Filed 2/18/15 In re Omar H. CA2/2

NOT TO BE PUBLISHED IN THE OFFICIAL REPORTS California Rules of Court, rule 8.1115(a), prohibits courts and parties from citing or relying on opinions not certified for publication or ordered published, except as specified by rule 8.1115(b). This opinion has not been certified for publication or ordered published for purposes of rule 8.1115.

IN THE COURT OF APPEAL OF THE STATE OF CALIFORNIA SECOND APPELLATE DISTRICT DIVISION TWO

In re OMAR H., a Person Coming Under B257871 the Juvenile Court Law. (Los Angeles County Super. Ct. No. DK04383) LOS ANGELES COUNTY DEPARTMENT OF CHILDREN AND FAMILY SERVICES,

Plaintiff and Respondent.

v.

OMAR H.,

Defendant and Appellant.

APPEAL from a judgment of the Superior Court of Los Angeles County. Marguerite D. Downing, Judge. Reversed and remanded.

Grace Clark, under appointment by the Court of Appeal, for Defendant and Appellant.
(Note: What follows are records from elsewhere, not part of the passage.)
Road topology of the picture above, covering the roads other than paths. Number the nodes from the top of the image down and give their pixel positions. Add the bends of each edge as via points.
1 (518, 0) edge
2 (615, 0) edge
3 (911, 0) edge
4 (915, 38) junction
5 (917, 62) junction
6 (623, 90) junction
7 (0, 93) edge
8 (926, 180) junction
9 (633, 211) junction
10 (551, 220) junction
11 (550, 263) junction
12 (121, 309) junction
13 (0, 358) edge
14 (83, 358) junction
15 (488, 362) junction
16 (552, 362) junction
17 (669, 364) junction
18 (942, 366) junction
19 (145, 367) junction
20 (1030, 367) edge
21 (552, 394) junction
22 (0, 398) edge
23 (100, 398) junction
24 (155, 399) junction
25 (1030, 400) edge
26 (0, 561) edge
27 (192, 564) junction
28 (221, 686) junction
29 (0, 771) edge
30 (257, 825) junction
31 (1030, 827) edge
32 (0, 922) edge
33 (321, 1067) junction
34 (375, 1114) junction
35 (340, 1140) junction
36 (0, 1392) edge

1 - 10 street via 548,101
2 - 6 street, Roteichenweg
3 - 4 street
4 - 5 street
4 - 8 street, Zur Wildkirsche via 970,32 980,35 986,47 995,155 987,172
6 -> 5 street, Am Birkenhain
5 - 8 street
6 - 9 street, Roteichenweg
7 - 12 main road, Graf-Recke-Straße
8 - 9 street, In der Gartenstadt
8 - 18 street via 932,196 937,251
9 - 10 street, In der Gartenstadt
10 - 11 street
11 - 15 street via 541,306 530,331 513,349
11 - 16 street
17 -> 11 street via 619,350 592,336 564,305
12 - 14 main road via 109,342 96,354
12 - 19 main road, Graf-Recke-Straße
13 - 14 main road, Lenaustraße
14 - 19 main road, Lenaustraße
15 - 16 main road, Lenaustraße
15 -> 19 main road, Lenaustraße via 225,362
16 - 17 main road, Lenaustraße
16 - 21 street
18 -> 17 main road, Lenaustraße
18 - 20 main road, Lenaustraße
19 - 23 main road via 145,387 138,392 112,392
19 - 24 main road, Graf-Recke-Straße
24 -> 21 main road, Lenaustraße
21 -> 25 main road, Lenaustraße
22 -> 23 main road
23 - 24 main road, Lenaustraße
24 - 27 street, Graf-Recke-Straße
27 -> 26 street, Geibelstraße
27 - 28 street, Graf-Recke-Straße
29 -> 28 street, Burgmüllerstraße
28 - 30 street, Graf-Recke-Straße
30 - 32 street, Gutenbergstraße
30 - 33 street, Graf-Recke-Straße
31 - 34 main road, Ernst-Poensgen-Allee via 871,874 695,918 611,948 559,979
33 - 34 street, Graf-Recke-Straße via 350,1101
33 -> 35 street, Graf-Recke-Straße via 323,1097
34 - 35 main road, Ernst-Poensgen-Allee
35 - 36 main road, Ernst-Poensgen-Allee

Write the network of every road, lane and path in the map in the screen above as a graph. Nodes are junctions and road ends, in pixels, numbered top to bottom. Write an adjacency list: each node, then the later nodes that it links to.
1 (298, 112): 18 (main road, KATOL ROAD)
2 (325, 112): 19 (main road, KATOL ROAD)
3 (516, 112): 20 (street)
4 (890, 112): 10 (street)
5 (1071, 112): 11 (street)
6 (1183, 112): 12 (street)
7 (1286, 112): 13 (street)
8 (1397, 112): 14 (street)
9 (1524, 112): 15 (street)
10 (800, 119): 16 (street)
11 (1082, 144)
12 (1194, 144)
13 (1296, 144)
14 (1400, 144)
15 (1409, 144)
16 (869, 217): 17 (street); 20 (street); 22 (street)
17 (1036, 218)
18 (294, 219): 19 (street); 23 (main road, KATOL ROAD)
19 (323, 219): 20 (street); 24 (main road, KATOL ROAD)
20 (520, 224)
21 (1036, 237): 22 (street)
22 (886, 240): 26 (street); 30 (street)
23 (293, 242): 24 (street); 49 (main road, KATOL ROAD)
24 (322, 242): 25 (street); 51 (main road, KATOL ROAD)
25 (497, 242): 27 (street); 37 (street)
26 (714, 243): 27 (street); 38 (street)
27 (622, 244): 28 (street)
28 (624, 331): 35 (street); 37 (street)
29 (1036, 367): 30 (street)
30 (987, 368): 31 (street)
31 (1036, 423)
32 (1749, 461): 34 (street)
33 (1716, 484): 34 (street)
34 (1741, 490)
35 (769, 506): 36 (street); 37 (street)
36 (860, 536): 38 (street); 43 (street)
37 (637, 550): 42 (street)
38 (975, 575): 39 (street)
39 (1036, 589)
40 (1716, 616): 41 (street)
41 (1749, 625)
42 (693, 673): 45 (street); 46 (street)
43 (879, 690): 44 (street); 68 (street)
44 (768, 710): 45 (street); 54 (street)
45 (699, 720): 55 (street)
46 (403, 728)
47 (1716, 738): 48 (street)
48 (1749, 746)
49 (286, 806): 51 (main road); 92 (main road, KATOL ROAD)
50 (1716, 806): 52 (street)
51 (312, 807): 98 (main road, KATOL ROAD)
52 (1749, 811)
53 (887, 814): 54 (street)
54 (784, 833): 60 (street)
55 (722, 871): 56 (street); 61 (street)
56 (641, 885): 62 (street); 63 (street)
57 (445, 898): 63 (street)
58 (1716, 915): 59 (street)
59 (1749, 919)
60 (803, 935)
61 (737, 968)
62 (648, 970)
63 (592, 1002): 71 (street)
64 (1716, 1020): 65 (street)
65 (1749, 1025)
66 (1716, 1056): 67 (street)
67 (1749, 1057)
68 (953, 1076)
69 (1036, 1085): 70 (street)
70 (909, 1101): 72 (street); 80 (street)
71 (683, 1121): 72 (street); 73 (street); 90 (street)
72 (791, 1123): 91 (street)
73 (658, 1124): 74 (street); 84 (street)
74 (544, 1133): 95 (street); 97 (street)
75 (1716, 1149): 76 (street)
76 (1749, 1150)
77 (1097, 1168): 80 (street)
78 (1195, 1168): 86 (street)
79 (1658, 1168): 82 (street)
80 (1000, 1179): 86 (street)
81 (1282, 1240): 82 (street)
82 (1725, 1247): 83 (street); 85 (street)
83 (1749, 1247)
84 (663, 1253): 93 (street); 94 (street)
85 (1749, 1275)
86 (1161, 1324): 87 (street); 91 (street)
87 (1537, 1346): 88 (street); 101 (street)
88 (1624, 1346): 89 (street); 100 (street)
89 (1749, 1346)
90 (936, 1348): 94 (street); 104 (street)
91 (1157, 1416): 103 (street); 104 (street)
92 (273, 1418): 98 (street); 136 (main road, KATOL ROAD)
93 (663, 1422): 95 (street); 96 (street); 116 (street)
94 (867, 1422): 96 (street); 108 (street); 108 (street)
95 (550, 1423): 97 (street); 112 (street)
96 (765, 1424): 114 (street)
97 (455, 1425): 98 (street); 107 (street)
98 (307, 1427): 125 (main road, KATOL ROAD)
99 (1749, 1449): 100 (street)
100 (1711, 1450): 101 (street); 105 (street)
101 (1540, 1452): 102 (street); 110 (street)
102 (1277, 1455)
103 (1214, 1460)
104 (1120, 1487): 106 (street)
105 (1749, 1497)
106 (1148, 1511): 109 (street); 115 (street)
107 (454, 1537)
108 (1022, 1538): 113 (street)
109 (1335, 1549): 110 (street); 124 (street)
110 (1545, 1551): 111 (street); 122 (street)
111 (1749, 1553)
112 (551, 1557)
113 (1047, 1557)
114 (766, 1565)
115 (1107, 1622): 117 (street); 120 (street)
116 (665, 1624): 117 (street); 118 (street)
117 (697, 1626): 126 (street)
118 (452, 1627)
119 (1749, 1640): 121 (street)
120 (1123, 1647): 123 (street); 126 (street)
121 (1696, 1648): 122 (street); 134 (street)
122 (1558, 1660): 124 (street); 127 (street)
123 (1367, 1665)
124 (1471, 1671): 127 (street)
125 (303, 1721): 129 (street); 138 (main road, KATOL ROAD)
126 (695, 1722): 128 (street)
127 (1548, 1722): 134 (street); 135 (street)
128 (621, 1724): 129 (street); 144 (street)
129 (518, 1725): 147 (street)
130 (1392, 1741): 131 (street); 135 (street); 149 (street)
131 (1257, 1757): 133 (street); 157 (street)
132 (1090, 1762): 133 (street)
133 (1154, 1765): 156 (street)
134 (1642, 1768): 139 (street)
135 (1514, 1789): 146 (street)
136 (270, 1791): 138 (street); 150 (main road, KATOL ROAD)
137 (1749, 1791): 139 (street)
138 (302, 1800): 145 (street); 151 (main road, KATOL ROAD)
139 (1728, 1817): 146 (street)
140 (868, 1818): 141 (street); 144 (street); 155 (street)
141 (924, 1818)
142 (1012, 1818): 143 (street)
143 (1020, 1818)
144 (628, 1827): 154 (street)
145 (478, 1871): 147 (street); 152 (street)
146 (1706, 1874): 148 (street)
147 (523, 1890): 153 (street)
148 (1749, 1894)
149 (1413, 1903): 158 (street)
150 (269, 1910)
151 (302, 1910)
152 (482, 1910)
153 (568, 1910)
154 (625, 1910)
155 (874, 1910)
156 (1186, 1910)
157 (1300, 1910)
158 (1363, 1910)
Mark J. Saladino, County Counsel, Dawyn R. Harrison, Assistant County Counsel, and David Nakhjavani, Deputy County Counsel for Plaintiff and Respondent. Appellant and father Omar H. (father) appeals from a judgment of the juvenile court declaring his minor son Omar D.H. (Omar) a dependent of the juvenile court and removing him from his parents’ custody. Father’s sole contention on appeal is that although the juvenile court had reason to know that Omar might be an Indian child, the court failed to assure compliance with the Indian Child Welfare Act (25 U.S.C. § 1901 et seq.) (ICWA). We agree and reverse for the sole purpose of directing the juvenile court and the Department of Children and Family Services (the Department) to comply with the inquiry and notice requirements of ICWA. BACKGROUND Omar and his half-sister Rosie P. were detained in April 2014, and a dependency petition was filed to bring them within the jurisdiction of the juvenile court pursuant to Welfare and Institutions Code, section 300, subdivisions (a) and (b).1 This appeal concerns only Omar, as Rosie has been placed in the custody of her father, Efrain P. Omar was placed in the home of his paternal aunt, Tatiyana H. pending the proceedings. The petition alleged that Vanessa P. (mother) was an abuser of illicit drugs, that father abused marijuana, and that mother and father placed Omar in a detrimental and endangering situation on March 24, 2014, by having a violent altercation in Omar’s presence.2 Father was not present at the detention hearing. The juvenile court ordered Omar detained and ordered the Department to provide family reunification services for father. Father was in court for the next hearing on May 14, 2014, when he submitted to the court’s jurisdiction. He provided an ICWA-020 form to the court, indicating he may have Blackfeet Indian ancestry.3 On the same date, the Department filed a report in

1 All further statutory references are to the Welfare and Institutions Code, unless otherwise indicated. 2 Mother is not a party to this appeal. 3 The Blackfeet Tribe of the Blackfeet Indian Reservation of Montana is a federally recognized tribe. (See 79 Fed.Reg. 4748-4749 (Jan. 29, 2014).)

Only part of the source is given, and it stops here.